§ SUPPLIED MATERIAL
========================

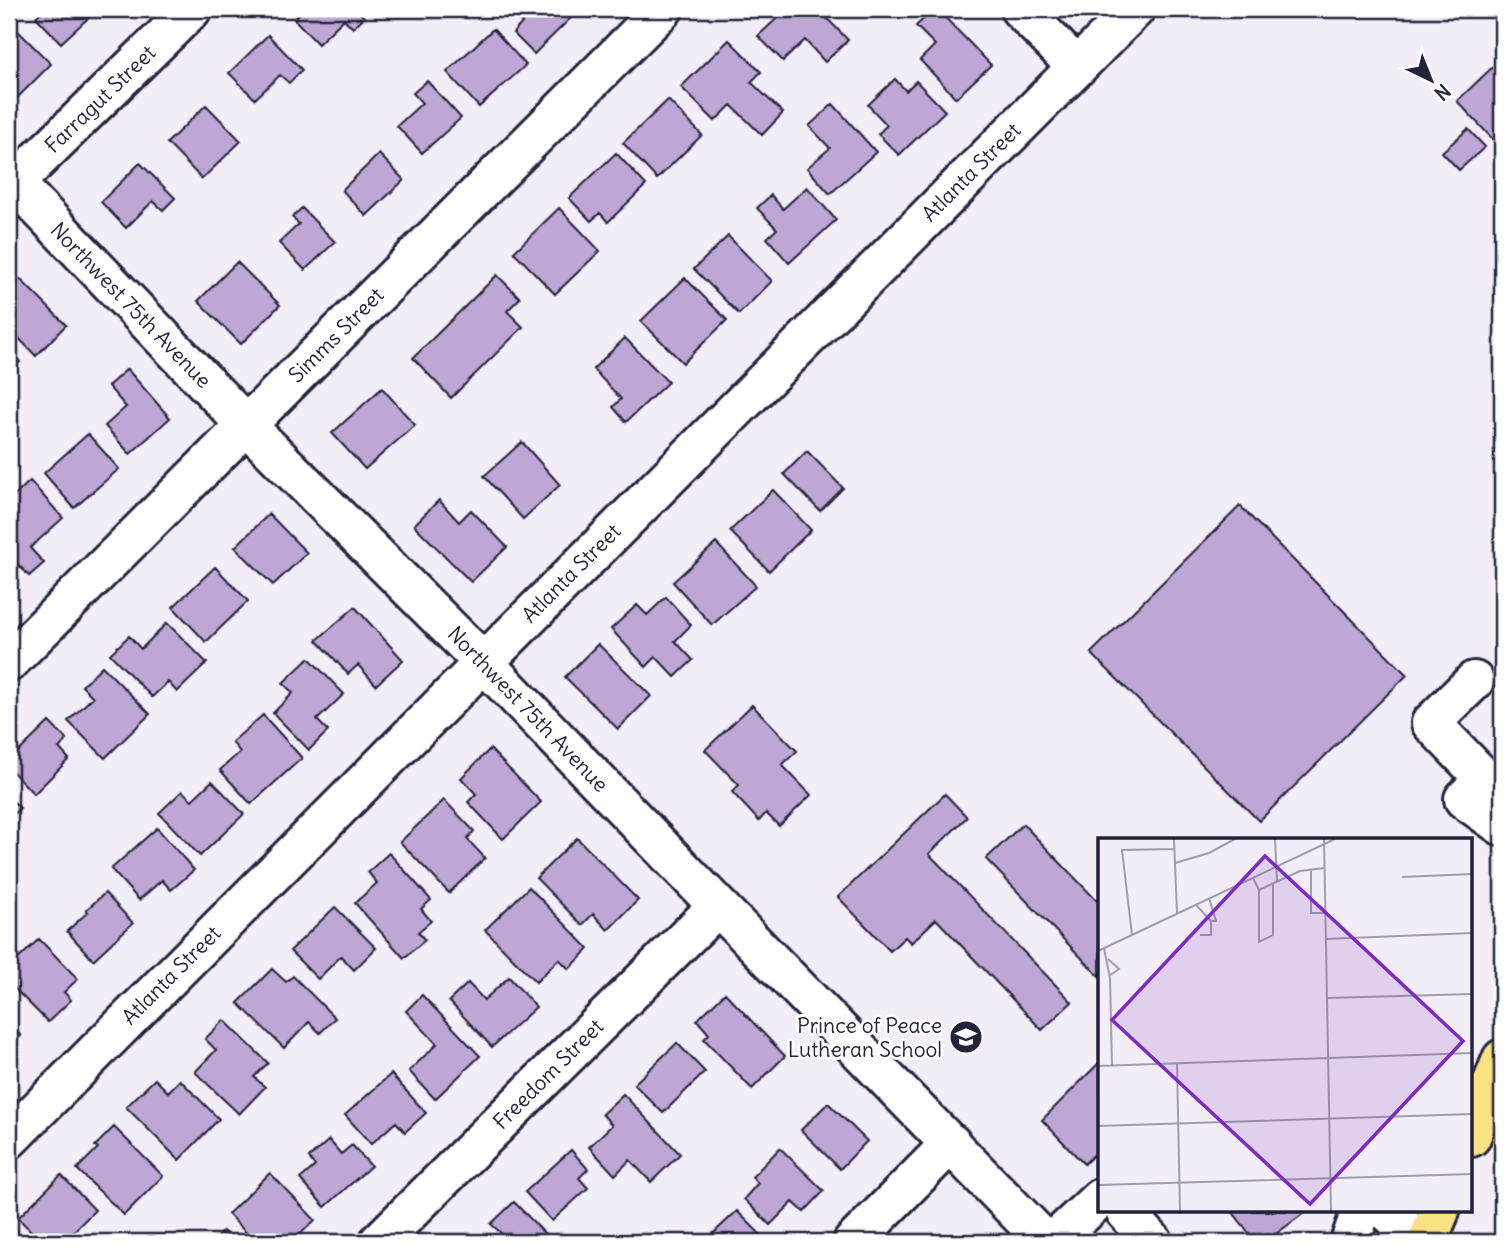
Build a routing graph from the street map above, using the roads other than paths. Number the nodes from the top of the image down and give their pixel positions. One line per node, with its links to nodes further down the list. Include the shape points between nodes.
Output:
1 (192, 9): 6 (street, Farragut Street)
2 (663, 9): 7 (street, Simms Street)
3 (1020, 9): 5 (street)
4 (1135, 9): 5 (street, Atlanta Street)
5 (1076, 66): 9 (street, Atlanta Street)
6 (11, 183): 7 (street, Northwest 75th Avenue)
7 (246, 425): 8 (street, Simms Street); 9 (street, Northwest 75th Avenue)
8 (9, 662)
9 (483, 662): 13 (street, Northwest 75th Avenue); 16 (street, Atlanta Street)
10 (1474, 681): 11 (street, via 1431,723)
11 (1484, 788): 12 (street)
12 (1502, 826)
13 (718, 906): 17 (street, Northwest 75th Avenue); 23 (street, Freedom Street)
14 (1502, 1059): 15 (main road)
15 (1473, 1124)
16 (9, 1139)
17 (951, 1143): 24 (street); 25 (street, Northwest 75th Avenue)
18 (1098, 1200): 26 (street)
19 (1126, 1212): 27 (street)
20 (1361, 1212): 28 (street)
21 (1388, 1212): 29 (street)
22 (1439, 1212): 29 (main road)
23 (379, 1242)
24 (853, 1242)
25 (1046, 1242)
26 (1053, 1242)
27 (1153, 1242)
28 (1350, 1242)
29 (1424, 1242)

========================

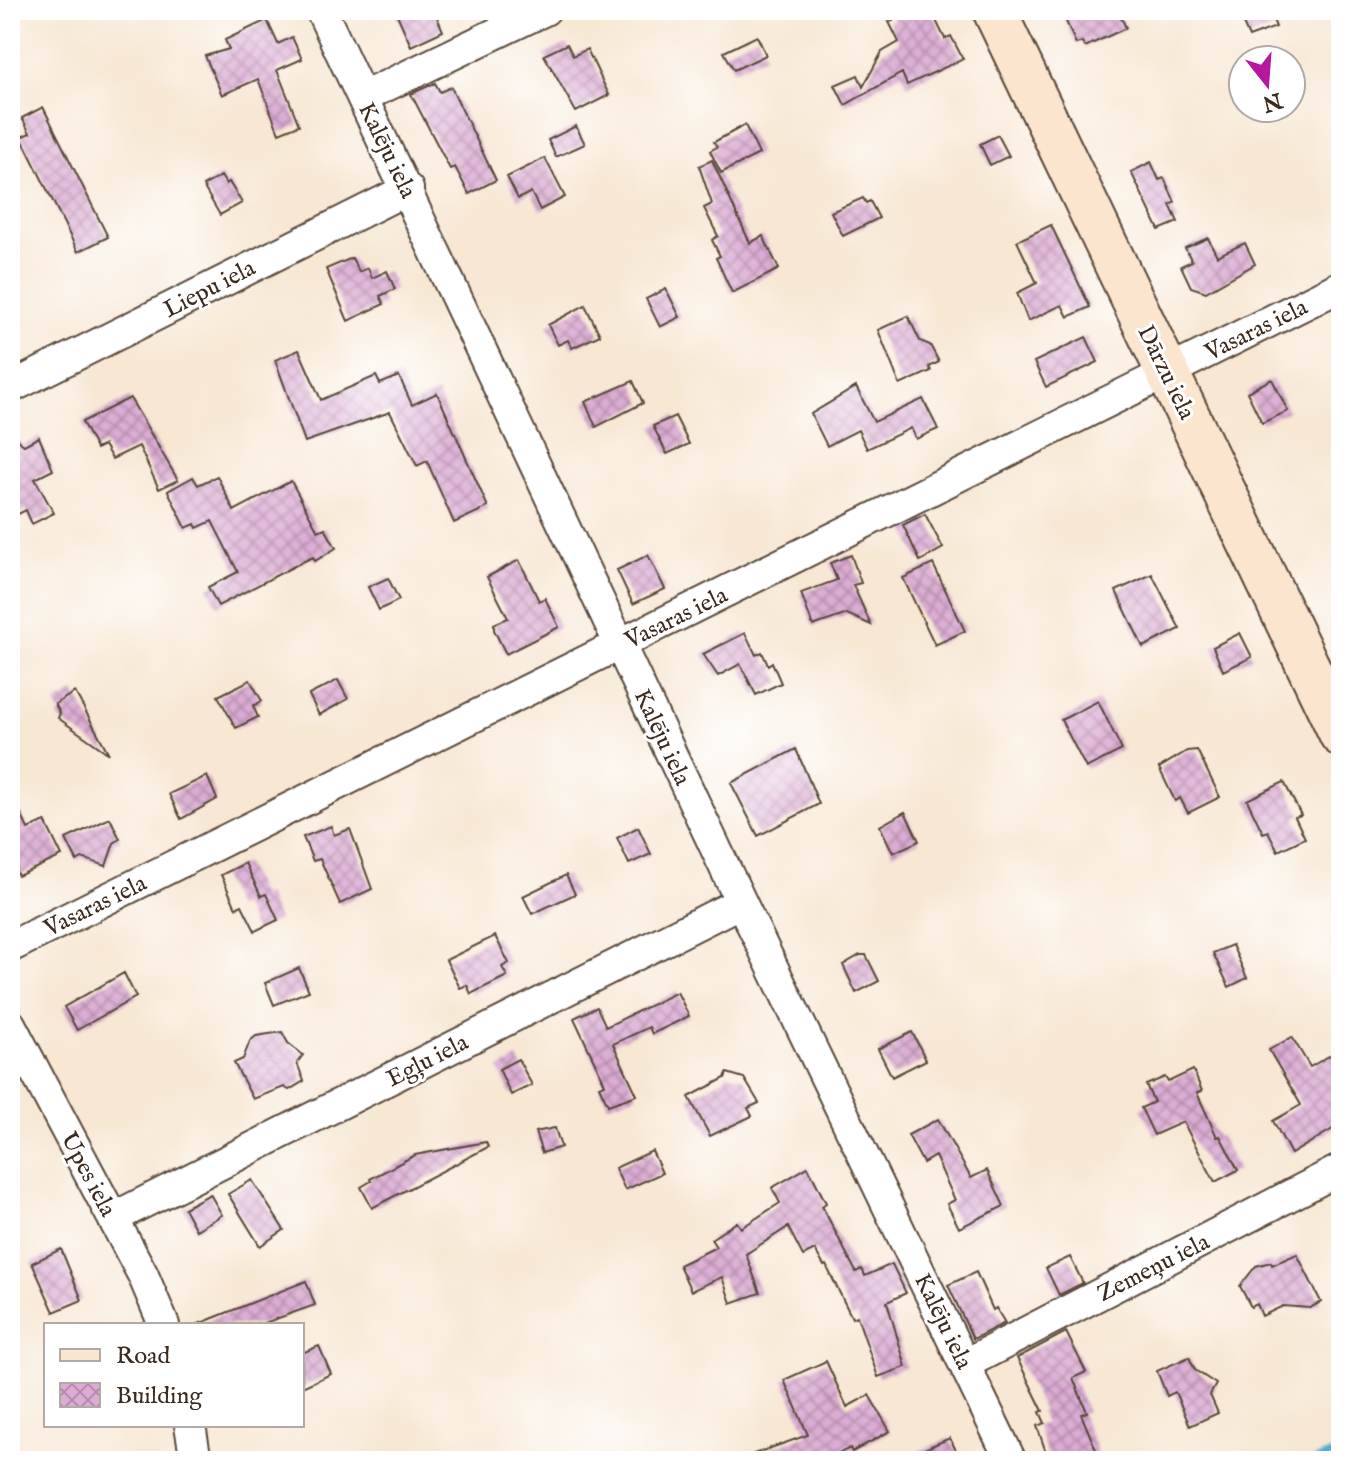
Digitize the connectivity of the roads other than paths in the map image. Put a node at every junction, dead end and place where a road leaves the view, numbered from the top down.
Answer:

========================

§ EXERCISE OBJECTIVE
Whenever a line in the records above contains the string "down", copy that line.

§ SOLUTION BELOW
Build a routing graph from the street map above, using the roads other than paths. Number the nodes from the top of the image down and give their pixel positions. One line per node, with its links to nodes further down the list. Include the shape points between nodes.
Digitize the connectivity of the roads other than paths in the map image. Put a node at every junction, dead end and place where a road leaves the view, numbered from the top down.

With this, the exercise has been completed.